Needless to say, this has wreaked havoc with Facebook’s viability for the future. While people definitely still use the platform, there is a growing movement that is calling for an end to Facebook’s supremacy and new competitors are popping up each and every day. One is reminded of the downfall of Yahoo after the company decided to rest on its laurels and refused to innovate which resulted in Google becoming far more popular than it ever could be. Yahoo is now barely ever mentioned in the world of tech even though the company was well established when Google first came around, so there is a lesson that Facebook can end up learning here.

Nick Clegg, Facebook’s vice president in charge of global affairs, published a blog on Medium which talked about the company’s efforts to give users more control, and in a recent sit down discussion with The Verge Clegg defended the company’s reputation. According to Clegg, Facebook does not incentivize the creation of outrageous or provocative content, but this is just another example of how disconnected Facebook executives seem to be from the world around him because taking just one look at an average Facebook newsfeed or timeline would show that provocative content tends to be all that users get suggested at any given point in time.
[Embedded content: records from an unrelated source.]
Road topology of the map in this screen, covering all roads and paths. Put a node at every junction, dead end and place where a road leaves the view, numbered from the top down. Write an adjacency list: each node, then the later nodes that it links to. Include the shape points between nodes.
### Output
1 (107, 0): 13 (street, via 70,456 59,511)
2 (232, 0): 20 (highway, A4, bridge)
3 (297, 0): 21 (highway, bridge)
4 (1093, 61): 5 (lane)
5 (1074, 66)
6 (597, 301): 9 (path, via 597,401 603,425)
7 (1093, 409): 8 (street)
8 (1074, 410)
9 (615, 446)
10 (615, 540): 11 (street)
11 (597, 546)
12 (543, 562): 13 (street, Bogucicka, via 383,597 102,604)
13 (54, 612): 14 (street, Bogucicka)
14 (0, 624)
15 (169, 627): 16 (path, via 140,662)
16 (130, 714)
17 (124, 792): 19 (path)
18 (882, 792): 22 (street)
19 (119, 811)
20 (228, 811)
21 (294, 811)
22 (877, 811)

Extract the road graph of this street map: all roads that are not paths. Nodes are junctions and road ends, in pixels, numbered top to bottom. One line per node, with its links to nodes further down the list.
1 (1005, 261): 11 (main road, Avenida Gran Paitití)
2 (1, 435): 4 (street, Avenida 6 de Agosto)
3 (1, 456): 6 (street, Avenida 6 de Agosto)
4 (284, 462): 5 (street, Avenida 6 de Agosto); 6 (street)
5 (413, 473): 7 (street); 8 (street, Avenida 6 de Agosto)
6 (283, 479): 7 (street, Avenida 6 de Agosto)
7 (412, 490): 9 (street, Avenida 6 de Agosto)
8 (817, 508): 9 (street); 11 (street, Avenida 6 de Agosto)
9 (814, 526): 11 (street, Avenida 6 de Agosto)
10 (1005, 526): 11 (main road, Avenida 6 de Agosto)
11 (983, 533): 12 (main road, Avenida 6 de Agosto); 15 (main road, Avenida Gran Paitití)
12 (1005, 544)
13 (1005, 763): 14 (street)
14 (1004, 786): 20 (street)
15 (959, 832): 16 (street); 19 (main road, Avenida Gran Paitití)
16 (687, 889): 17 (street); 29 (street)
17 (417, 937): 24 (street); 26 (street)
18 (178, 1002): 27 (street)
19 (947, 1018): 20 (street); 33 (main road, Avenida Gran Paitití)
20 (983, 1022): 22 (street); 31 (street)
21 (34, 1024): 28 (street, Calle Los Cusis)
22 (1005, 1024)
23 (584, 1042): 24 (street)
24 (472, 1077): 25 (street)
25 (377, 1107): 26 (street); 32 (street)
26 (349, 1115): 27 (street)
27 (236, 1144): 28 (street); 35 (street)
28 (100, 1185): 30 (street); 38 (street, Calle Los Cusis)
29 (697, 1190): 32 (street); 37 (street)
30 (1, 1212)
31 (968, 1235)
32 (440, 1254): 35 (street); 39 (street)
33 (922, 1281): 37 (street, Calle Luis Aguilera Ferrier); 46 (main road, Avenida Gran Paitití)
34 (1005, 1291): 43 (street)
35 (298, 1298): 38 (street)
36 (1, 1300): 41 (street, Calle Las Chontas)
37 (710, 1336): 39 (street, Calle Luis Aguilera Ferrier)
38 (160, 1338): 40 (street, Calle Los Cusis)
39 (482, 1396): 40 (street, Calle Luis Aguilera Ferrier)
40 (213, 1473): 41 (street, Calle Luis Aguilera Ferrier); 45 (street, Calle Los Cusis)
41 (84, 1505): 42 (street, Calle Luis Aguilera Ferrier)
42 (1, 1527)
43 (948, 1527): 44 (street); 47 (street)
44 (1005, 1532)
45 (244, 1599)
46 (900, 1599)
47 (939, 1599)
Clegg also discussed changes that would allow users to make the algorithm work for them by choosing to ignore content that was being suggested as well as changing up how the algorithm would respond to them on their own terms. While this sounds good in theory, it has yet to be seen actually implemented on the platform so most users are going to have to wait before they can tell whether or not they will be given the social media experience that Facebook has been promising them for such a long time.

The gist of Clegg’s arguments in favor of his employer was the suggestion that allowing polarizing content was against Facebook’s interests. According to Clegg, advertisers would not want their brands mentioned alongside such questionable content, but the fact remains that most Facebook users get exposed to sensationalized propaganda as well as hateful content on a regular basis.

It is doubtful that Clegg’s attempts would be successful at persuading the general public that Facebook is in any way a super ethical company. Quite on the contrary, it might just contribute towards cementing Facebook’s reputation as a company that is only interested in band-aid solutions probably because of the fact that the company profits from the status quo and would therefore not be willing to change it.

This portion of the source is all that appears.